(Source records)

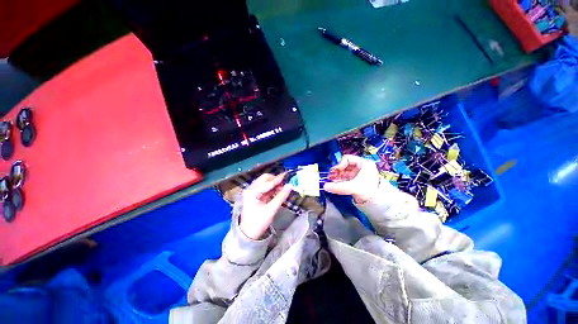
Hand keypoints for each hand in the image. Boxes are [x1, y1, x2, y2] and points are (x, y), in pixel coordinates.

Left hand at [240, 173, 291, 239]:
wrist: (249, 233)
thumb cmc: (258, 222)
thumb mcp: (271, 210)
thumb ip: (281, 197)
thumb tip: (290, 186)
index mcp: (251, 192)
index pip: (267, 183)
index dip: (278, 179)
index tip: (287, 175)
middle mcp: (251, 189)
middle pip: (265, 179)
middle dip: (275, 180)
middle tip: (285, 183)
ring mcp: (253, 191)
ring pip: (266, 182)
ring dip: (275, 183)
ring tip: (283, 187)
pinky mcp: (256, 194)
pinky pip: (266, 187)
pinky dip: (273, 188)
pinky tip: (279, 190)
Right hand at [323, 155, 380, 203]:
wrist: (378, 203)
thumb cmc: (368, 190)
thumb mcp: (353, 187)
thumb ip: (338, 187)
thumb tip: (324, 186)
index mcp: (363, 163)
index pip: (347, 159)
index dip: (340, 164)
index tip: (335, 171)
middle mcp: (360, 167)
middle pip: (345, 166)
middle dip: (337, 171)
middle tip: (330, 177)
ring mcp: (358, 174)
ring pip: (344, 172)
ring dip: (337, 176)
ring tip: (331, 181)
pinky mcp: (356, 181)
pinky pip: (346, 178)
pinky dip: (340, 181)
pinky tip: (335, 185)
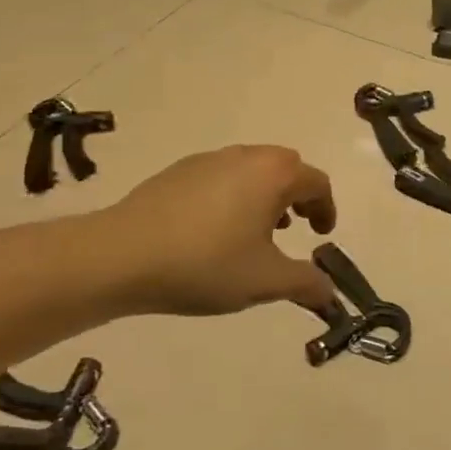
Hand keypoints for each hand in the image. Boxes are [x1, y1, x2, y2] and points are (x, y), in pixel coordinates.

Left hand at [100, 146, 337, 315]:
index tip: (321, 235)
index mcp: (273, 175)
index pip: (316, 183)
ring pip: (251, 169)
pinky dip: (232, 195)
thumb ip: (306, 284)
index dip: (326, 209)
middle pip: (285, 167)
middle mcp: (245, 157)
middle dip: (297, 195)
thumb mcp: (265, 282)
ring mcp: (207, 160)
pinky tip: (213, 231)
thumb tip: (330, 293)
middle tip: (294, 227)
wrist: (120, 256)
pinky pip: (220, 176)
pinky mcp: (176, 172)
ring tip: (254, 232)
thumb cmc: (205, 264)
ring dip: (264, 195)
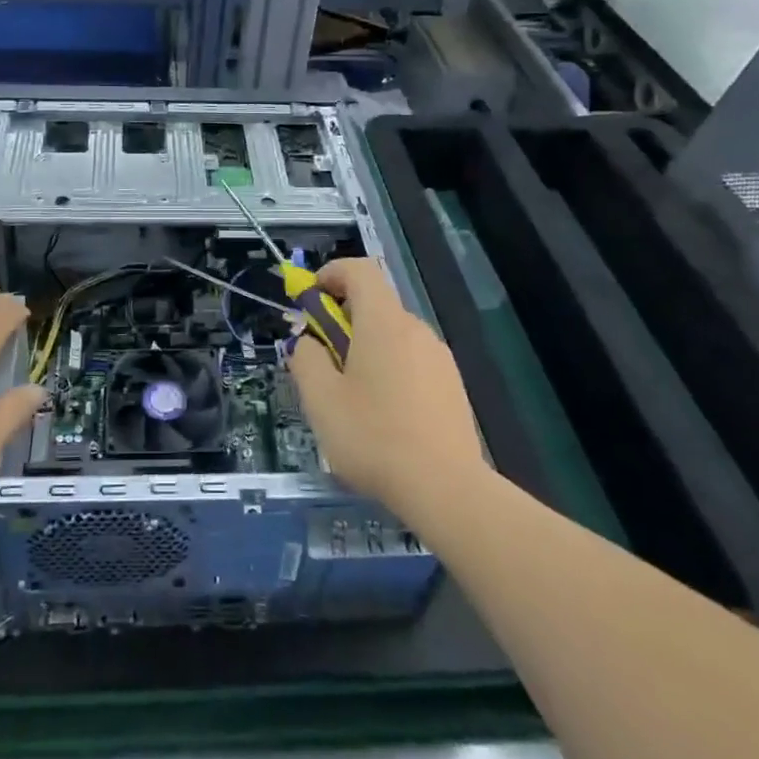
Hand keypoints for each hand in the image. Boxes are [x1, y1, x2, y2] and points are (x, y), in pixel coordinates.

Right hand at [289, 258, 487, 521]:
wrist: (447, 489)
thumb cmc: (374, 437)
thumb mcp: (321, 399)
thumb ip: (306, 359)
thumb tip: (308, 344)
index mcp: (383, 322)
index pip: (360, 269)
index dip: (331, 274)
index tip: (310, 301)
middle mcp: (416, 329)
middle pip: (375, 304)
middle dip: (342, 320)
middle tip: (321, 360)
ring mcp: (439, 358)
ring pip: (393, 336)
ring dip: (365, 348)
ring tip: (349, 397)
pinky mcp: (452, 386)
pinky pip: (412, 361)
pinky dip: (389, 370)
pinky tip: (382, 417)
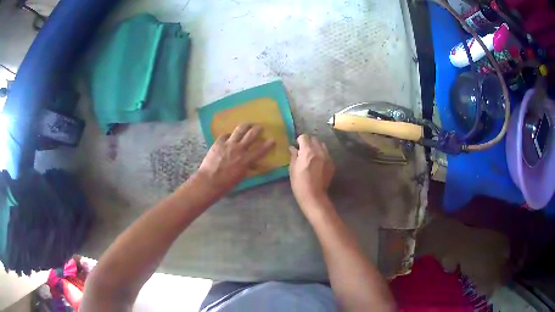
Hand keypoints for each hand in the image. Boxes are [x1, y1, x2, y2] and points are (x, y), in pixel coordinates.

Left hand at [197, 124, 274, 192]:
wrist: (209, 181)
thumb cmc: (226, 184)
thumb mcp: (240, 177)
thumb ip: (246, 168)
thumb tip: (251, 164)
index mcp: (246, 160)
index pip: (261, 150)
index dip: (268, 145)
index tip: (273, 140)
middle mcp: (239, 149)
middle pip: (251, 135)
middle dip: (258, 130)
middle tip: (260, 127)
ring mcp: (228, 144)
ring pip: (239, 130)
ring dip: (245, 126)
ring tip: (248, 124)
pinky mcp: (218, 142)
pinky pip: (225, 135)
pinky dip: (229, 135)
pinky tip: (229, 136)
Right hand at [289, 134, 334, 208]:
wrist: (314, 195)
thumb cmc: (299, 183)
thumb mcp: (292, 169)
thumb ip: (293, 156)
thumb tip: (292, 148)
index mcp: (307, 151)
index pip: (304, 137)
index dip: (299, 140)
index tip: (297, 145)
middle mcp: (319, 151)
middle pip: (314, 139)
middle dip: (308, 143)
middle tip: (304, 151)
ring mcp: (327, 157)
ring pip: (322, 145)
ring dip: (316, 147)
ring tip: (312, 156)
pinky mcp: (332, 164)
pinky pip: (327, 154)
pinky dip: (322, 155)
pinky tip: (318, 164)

(End Source records)

> Aim of the exercise: Retype all of the material above precisely as it reads. Pictures are not part of the copy.

> Task solution:
Hand keypoints for each hand in the image. Boxes are [x1, y1, x2, y2] and points are (x, y), in pixel coordinates.

Left hand at [240, 173, 291, 239]:
wrist: (249, 233)
thumb cmc: (258, 222)
thumb mcp: (271, 210)
thumb ip: (281, 197)
thumb tip: (290, 186)
index mcp: (251, 192)
index pip: (267, 183)
index dip: (278, 179)
index tip: (287, 175)
middle mcp: (251, 189)
middle pip: (265, 179)
middle dip: (275, 180)
middle tip: (285, 183)
ring mcp: (253, 191)
ring pip: (266, 182)
ring dip: (275, 183)
ring tip: (283, 187)
pinky mcp: (256, 194)
pinky pip: (266, 187)
pinky dip: (273, 188)
pinky tip: (279, 190)
Right hand at [323, 155, 380, 203]:
wrist: (378, 203)
thumb cmc: (368, 190)
thumb mcp: (353, 187)
thumb ip: (338, 187)
thumb tip: (324, 186)
index mcp: (363, 163)
index pip: (347, 159)
index dip: (340, 164)
index tip: (335, 171)
middle mcp: (360, 167)
middle pip: (345, 166)
middle dip: (337, 171)
middle tip: (330, 177)
ring mcp: (358, 174)
ring pip: (344, 172)
ring dip: (337, 176)
ring tip: (331, 181)
pinky mcp: (356, 181)
pinky pip: (346, 178)
pinky dip: (340, 181)
pinky tip: (335, 185)
Hand keypoints for each hand in the image. Boxes are [x1, y1, x2, y2] and points are (x, y), in pixel coordinates.

Left hand at [100, 146, 337, 315]:
index tip: (321, 235)
index mcp: (273, 175)
index pip: (316, 183)
ring pip: (251, 169)
pinky dip: (232, 195)
thumb ip: (306, 284)
index dip: (326, 209)
middle pip: (285, 167)
middle mcp: (245, 157)
middle dip: (297, 195)
thumb mcp: (265, 282)
ring mcp: (207, 160)
pinky tip: (213, 231)
thumb tip: (330, 293)
middle tip: (294, 227)
wrist: (120, 256)
pinky pip: (220, 176)
pinky mcp: (176, 172)
ring tip: (254, 232)
thumb cmc: (205, 264)
ring dip: (264, 195)
Hand keypoints for each hand in the image. Boxes are [x1, y1, x2, y2] and points are (x, y), in pixel coordinates.

Right hand at [289, 258, 487, 521]:
wrist: (447, 489)
thumb cmc: (374, 437)
thumb mcp: (321, 399)
thumb ip: (306, 359)
thumb tip: (308, 344)
index mcp: (383, 322)
index pip: (360, 269)
index dip: (331, 274)
index tip: (310, 301)
middle mcp: (416, 329)
middle pip: (375, 304)
middle dip: (342, 320)
middle tip: (321, 360)
ring mcp: (439, 358)
ring pip: (393, 336)
ring dip: (365, 348)
ring tip: (349, 397)
pinky mcp: (452, 386)
pinky pip: (412, 361)
pinky dip: (389, 370)
pinky tip: (382, 417)
Hand keypoints for each hand in the image. Boxes are [x1, y1, x2, y2] and points are (x, y), in pixel coordinates.

Left hand at [197, 124, 274, 192]:
wrist: (209, 181)
thumb cmc: (226, 184)
thumb mcp: (240, 177)
thumb ip: (246, 168)
thumb tip: (251, 164)
index mcp: (246, 160)
index pip: (261, 150)
index dip: (268, 145)
index tip: (273, 140)
middle mcp: (239, 149)
middle pip: (251, 135)
middle dip: (258, 130)
middle tip: (260, 127)
ring mcp: (228, 144)
ring pip: (239, 130)
ring dip: (245, 126)
ring tip: (248, 124)
pinky mcp: (218, 142)
pinky pip: (225, 135)
pinky dip: (229, 135)
pinky tip: (229, 136)
Right hand at [289, 134, 334, 208]:
wrist: (314, 195)
thumb cmc: (299, 183)
thumb mcp: (292, 169)
thumb ip: (293, 156)
thumb tip: (292, 148)
index mcp: (307, 151)
index pip: (304, 137)
index dip: (299, 140)
index tip: (297, 145)
middle mcp: (319, 151)
middle pip: (314, 139)
middle dip: (308, 143)
middle tip: (304, 151)
ring mcp: (327, 157)
ring pip: (322, 145)
ring dip: (316, 147)
ring tip: (312, 156)
pinky mcp: (332, 164)
pinky pip: (327, 154)
pinky dip: (322, 155)
pinky tip: (318, 164)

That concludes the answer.